Start of Material for the task
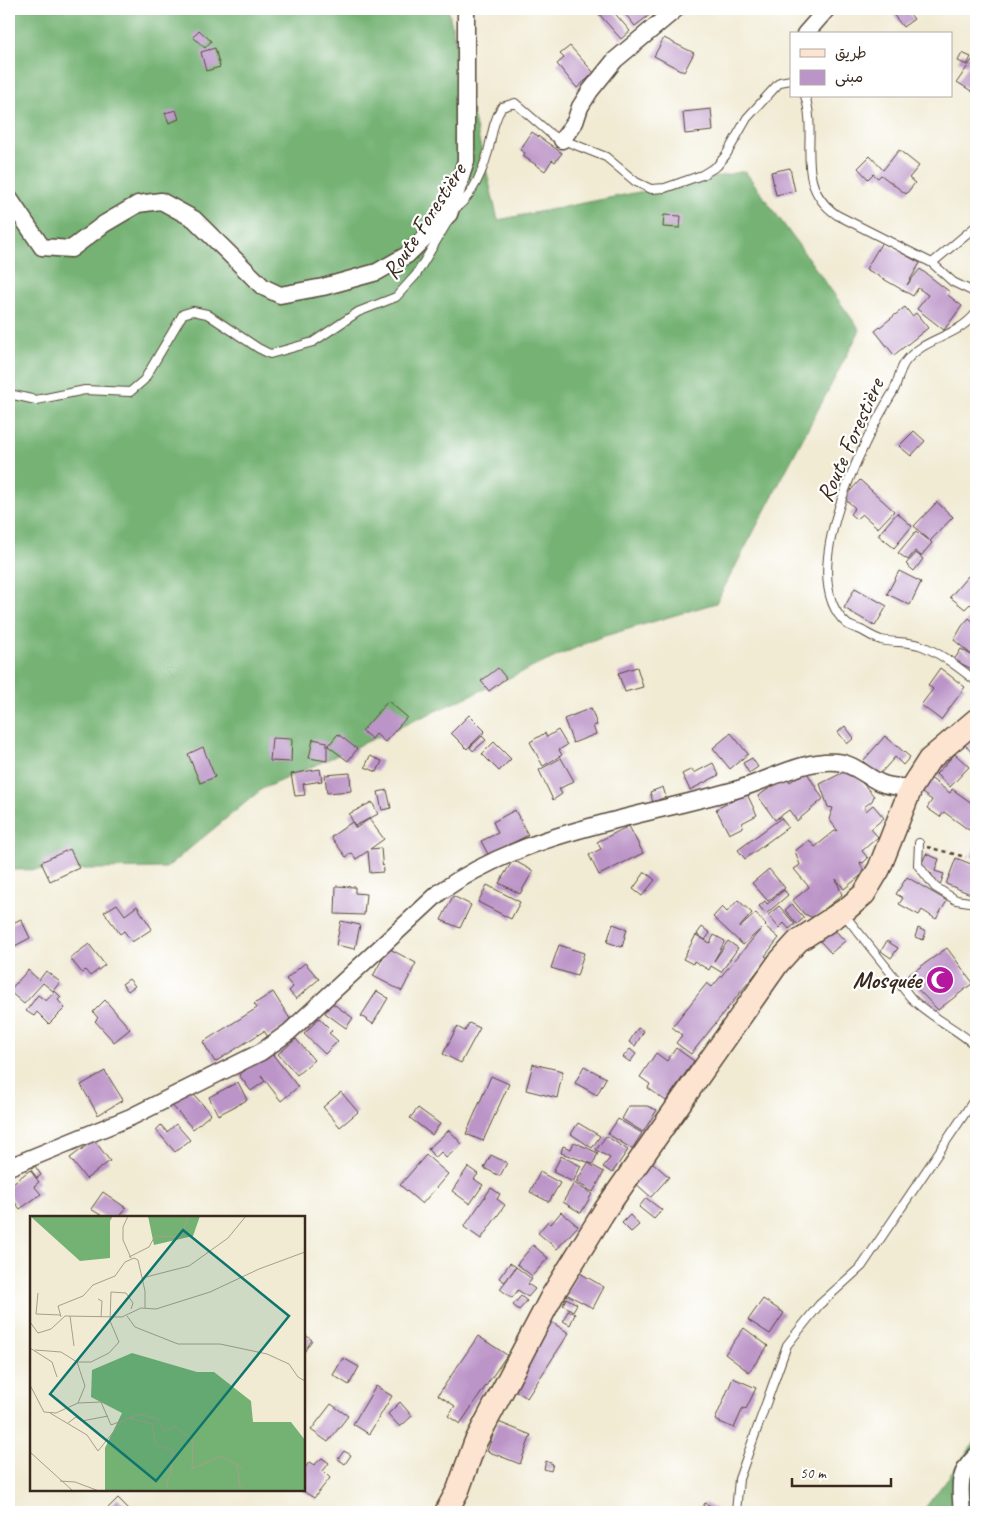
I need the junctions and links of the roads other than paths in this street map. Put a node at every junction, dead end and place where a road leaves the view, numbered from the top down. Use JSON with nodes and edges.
{"nodes":[{"id":1,"x":466,"y":9,"type":"edge"},
{"id":2,"x":676,"y":9,"type":"edge"},
{"id":3,"x":827,"y":9,"type":"edge"},
{"id":4,"x":807,"y":32,"type":"edge"},
{"id":5,"x":790,"y":80,"type":"edge"},
{"id":6,"x":806,"y":98,"type":"edge"},
{"id":7,"x":562,"y":140,"type":"junction"},
{"id":8,"x":9,"y":198,"type":"edge"},
{"id":9,"x":449,"y":214,"type":"junction"},
{"id":10,"x":976,"y":226,"type":"edge"},
{"id":11,"x":932,"y":263,"type":"junction"},
{"id":12,"x":976,"y":293,"type":"edge"},
{"id":13,"x":976,"y":313,"type":"edge"},
{"id":14,"x":9,"y":394,"type":"edge"},
{"id":15,"x":976,"y":681,"type":"edge"},
{"id":16,"x":976,"y":720,"type":"edge"},
{"id":17,"x":911,"y":788,"type":"junction"},
{"id":18,"x":919,"y":843,"type":"road end"},
{"id":19,"x":976,"y":903,"type":"edge"},
{"id":20,"x":842,"y":912,"type":"junction"},
{"id":21,"x":976,"y":1046,"type":"edge"},
{"id":22,"x":976,"y":1097,"type":"edge"},
{"id":23,"x":9,"y":1167,"type":"edge"},
{"id":24,"x":976,"y":1456,"type":"edge"},
{"id":25,"x":446,"y":1512,"type":"edge"},
{"id":26,"x":736,"y":1512,"type":"edge"},
{"id":27,"x":962,"y":1512,"type":"edge"}],
"edges":[{"from":1,"to":9,"type":"street"},
{"from":2,"to":7,"type":"street"},
{"from":3,"to":4,"type":"street"},
{"from":5,"to":7,"type":"lane","name":"Route Forestière"},
{"from":6,"to":11,"type":"lane"},
{"from":7,"to":9,"type":"lane","name":"Route Forestière"},
{"from":8,"to":9,"type":"street"},
{"from":9,"to":14,"type":"lane","name":"Route Forestière"},
{"from":10,"to":11,"type":"lane"},
{"from":11,"to":12,"type":"lane"},
{"from":13,"to":15,"type":"lane","name":"Route Forestière"},
{"from":16,"to":17,"type":"street"},
{"from":17,"to":20,"type":"street"},
{"from":17,"to":23,"type":"street"},
{"from":18,"to":19,"type":"lane"},
{"from":20,"to":21,"type":"lane"},
{"from":20,"to":25,"type":"street"},
{"from":22,"to":26,"type":"lane"},
{"from":24,"to":27,"type":"street"}]}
End of Material for the task
The task:
Each line of the entries holding the string "junction" should be found and copied.

Response box:
I need the junctions and links of the roads other than paths in this street map. Put a node at every junction, dead end and place where a road leaves the view, numbered from the top down. Use JSON with nodes and edges.
{"id":7,"x":562,"y":140,"type":"junction"},
{"id":9,"x":449,"y":214,"type":"junction"},
{"id":11,"x":932,"y":263,"type":"junction"},
{"id":17,"x":911,"y":788,"type":"junction"},
{"id":20,"x":842,"y":912,"type":"junction"},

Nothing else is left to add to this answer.